Он сам был отчаянный рыбак, но в последние годы складывалось так, что ему о рыбалке некогда было и думать, зато вид вяленой рыбы и особый ее запах так и остались для него как бы знаком вольной жизни, простой и счастливой, и сейчас ему показалось тоже, что солоноватый и терпкий этот запах, странно перемешанный солнцем с тонким ароматом винограда, как бы соединял в себе и изысканную щедрость осени, и вольную ее простоту.
Дранишников, слегка засопев, еще раз втянул ноздрями воздух, принюхиваясь, и ему вдруг стало хорошо от какой-то уверенности, с которой будто бы он стоял сейчас на земле... И вдруг ему представилось, как он сидит у постели своего умирающего деда, и видит и почти неживую бледность и немощь, и слышит прерывистый хрип, и ощущает несвежий дух старческого тела. Ему представилось это, и он вздохнул длинно и прерывисто, как ребенок.
Из сарая вышла женщина, они поздоровались, и он скорее догадался, чем вспомнил, что это младшая дедова дочка, которую тот нажил уже с Пилипенчихой.
– Пойдемте, – сказала она, снова улыбаясь ему не то чтобы торопливой, но тут же исчезающей, как будто мимолетной, улыбкой, открыла калитку в сад и пошла первая, потом обернулась на миг, словно приглашая его еще раз, и Дранишников снова увидел быструю ее белозубую улыбку и карие, темного отлива глаза на смуглом лице.

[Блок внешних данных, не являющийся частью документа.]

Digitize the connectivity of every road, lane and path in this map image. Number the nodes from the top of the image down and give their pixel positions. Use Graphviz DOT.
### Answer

Пожалуй, она была красива как раз той южной красотой, которая припоминалась ему всегда, когда приходилось то ли в шутку, а то ли всерьез, вздыхая, рассказывать иногда, какие на Кубани девчата, и теперь он не без мужского любопытства, почти всегда практического, окинул глазом всю ее ладную фигуру, замечая и то, как выбиваются у нее из-под прически и вьются по смуглой шее черные колечки волос, и то, как чуть ниже подмышек, по бокам туго полнеет платье, и как покачиваются крепкие, может быть, чуть полноватые бедра.

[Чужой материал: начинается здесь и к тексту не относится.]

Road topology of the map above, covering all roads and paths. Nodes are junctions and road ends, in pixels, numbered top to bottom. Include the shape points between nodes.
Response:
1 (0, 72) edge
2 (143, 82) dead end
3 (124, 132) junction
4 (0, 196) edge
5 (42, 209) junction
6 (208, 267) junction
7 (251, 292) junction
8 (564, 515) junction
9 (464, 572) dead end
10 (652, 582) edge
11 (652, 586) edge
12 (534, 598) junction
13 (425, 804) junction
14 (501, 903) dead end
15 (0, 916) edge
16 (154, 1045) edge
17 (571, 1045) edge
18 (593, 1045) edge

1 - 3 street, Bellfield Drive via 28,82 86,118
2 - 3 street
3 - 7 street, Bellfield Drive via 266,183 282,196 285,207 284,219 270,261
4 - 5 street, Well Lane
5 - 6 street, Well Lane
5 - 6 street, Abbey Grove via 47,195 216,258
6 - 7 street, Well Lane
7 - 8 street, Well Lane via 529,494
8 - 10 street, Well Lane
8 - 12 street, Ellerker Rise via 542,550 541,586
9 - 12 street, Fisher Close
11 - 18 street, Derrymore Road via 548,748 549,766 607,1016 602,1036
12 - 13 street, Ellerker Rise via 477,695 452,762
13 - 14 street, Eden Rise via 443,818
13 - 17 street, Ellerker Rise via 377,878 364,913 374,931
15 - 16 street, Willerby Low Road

«Наверно, слегка за тридцать, – подумал Дранишников. – Конечно, лет на шесть-семь моложе. Выходит, она мне тетя... А ничего тетя!..»
– Он здесь, в саду, все сидит, – сказала она, оборачиваясь, и пошла теперь как-то боком; по напряженной спине ее Дранишников понял, что она, пожалуй, уже раскаивается, что первая пошла по узкой тропинке, как будто предоставив ему возможность себя разглядывать.
– А вы один приехали?
Он сказал, почему-то торопясь:
– Да, один... У меня ведь не отпуск – так, не го командировка, не то... Заскочил на несколько дней.
И тут он увидел деда.
Дед сидел за непокрытым пустым столом под яблоней, чуть набок склонив голову, как будто задумавшись, крупные его, исковерканные работой руки замерли на столешнице вниз ладонями, и рядом с ними лежал большой желтый лист.
Теперь Лена остановилась, пропуская вперед Дранишникова, сказала громко, словно глухому:
– Папаша, это Сережа пришел, ваш внук...
Дранишников еще не успел поздороваться, как дед приподнял голову и медленно, но с явной насмешкой сказал:
– Да глаза пока есть...
– Присаживайтесь, – сказала Лена, указывая Дранишникову на табурет, стоявший с другой стороны стола.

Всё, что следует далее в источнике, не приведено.